Y no se trata de que la televisión haya creado un «mundo paralelo» (eso lo pueden hacer la pintura, la escultura y la literatura, por ejemplo): es que ha metido al mundo dentro de sus parámetros. Su extensión y sus posibilidades para mediatizar la experiencia han hecho que se concentre en las poderosas manos de quienes quieren reproducir el mundo a su imagen y semejanza. Y para ello deben adocenar e influir al resto con tal de hacernos creer que su conveniencia es lo que más nos conviene a todos, más allá de lo que nuestra propia experiencia y nuestra conciencia nos dicte.
De ese modo la televisión produce la realidad, al dar existencia y notoriedad a cosas que nos son absolutamente indiferentes y llegar a ocultar o poner en duda lo que nos afecta cotidianamente. Los mediocres imbéciles que nos gobiernan y los que pretenden gobernarnos después, deben su existencia a la machacona y repetitiva presencia que ostentan en la televisión. Así, imponen su presencia, sus inquietudes, su paranoica forma de pensar. Y quienes se oponen a ellos, si no hacen algo para atraer a las cámaras de televisión, a menudo pasan a la inexistencia rápidamente. Como forma de adoctrinamiento, hay que admitirlo, la televisión ha sido la más eficaz que se haya inventado jamás. Ni siquiera las religiones mayoritarias soñaron alguna vez con ostentar ese poder de comunión. Hasta el punto de que ahora sus representantes mundanos también existen porque aparecen en televisión con cierta frecuencia.
Todo lo que pasa por el filtro de la televisión se convierte en propaganda, porque la naturaleza del medio sólo permite el mensaje unidireccional y previamente «producido». Es decir, que si a Serrano le molestaba que Canal 9 no hablase bien de la izquierda (o ni siquiera hablase), nada habría cambiado de haber hablado en otros términos. No hay reforma posible, ni programación pedagógica, ni gestión razonable para este aparato de propaganda masiva. Una televisión distinta, más cercana y comunitaria como querrían algunos, sería una estupidez, porque una comunidad que mereciese tal nombre no necesitaría para nada una televisión. Millones de años de evolución humana avalan esto que acabo de decir.
La televisión para uso doméstico sólo se ha generalizado en los últimos cincuenta años de vida sobre el planeta, y viendo los resultados del invento bien podríamos desterrarlo para siempre de nuestras vidas, ganando a cambio infinitamente más de lo que podríamos perder.

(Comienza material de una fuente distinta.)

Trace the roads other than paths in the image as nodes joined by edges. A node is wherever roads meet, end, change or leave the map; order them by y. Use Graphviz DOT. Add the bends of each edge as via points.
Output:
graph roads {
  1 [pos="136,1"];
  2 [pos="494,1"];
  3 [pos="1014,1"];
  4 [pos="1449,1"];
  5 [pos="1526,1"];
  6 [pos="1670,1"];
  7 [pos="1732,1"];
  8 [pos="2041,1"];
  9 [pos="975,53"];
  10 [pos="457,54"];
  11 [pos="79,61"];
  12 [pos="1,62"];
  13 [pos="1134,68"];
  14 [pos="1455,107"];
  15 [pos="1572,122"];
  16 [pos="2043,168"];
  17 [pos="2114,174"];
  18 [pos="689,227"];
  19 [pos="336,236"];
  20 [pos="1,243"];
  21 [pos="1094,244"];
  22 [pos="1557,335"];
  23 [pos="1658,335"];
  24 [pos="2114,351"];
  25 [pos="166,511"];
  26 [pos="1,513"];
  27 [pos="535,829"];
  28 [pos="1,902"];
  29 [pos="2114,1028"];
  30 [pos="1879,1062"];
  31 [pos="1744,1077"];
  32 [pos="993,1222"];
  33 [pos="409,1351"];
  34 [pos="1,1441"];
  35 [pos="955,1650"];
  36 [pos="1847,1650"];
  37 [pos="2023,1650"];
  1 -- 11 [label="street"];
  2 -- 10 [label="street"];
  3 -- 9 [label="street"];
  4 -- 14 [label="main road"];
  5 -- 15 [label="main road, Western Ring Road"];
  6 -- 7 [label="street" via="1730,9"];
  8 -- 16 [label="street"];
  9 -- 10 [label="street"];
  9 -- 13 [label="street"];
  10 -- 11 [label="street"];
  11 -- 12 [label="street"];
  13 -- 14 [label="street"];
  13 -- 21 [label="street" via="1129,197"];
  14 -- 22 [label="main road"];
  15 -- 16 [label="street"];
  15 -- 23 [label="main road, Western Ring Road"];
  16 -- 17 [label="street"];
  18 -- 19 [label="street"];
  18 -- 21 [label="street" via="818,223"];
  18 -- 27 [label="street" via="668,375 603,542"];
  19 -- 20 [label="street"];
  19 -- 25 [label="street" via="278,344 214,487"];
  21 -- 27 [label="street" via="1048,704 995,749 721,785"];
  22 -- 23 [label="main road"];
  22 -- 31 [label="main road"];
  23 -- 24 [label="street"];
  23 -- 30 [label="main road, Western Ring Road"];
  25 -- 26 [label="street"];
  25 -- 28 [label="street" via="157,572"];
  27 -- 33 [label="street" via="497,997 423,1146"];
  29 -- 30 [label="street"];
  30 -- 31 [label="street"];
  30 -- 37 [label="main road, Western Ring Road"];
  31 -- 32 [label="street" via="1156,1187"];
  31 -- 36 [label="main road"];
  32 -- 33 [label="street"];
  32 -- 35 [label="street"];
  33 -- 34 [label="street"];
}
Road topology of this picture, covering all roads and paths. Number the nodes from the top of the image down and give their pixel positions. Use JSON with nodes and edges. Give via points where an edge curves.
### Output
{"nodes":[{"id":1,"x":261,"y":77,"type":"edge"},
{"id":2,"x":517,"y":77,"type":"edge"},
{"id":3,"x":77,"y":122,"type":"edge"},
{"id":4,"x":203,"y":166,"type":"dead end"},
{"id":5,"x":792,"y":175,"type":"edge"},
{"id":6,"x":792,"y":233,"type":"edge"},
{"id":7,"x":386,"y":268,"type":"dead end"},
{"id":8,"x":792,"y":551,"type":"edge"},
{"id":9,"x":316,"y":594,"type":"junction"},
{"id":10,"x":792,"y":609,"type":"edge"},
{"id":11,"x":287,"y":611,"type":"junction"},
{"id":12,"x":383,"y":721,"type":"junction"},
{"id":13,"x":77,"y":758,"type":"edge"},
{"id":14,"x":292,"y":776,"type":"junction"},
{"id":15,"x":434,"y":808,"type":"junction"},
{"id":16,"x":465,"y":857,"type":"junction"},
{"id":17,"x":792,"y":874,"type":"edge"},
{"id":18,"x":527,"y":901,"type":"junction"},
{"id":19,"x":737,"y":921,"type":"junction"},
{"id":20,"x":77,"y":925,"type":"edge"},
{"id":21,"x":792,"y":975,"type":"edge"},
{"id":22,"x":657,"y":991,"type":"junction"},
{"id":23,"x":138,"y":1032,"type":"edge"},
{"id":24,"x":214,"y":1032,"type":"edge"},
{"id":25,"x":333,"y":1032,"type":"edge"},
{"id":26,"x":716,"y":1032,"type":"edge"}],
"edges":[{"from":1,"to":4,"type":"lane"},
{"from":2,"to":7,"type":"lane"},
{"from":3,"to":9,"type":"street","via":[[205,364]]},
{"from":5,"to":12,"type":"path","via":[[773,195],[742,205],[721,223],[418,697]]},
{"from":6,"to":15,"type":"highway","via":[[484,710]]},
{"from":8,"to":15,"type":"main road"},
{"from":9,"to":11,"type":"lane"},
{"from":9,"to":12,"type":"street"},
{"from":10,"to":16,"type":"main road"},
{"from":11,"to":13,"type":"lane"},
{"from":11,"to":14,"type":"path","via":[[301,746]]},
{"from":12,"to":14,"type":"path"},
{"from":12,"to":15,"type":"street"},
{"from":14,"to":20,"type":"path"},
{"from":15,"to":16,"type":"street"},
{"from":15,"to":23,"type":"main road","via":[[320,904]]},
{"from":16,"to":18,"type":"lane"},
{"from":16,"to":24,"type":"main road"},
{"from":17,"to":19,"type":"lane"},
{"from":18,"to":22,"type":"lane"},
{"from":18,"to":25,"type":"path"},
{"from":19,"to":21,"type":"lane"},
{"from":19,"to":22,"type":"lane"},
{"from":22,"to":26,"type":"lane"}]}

Por eso no me da pena el cierre de Canal 9. Al contrario: lo celebro.
Lo que sí da pena es que el cierre no se haya debido, ni mucho menos, a los motivos aquí expuestos. Lo lamentable es que alguien se sienta en el deber de defender un canal de televisión porque sea público, porque en él trabajen unas cuantas personas o por cualquier otro motivo. La televisión es lo que es: pura propaganda y mezquindad. Y nada más. Hacerla mejor requeriría de tantos esfuerzos que sale más rentable mandarla al carajo.
No, definitivamente, no hay que defender los puestos de trabajo de Canal 9. En todo caso habría que acabar con la televisión y el trabajo en sí mismos, como productos de una forma de vida que nos ha convertido en idiotas. Mientras no abordemos los problemas de raíz podemos seguir entreteniéndonos. Sin duda, quedan muchísimos canales para seguir haciendo zapping. Acabar con la televisión es relativamente sencillo: no la enciendas.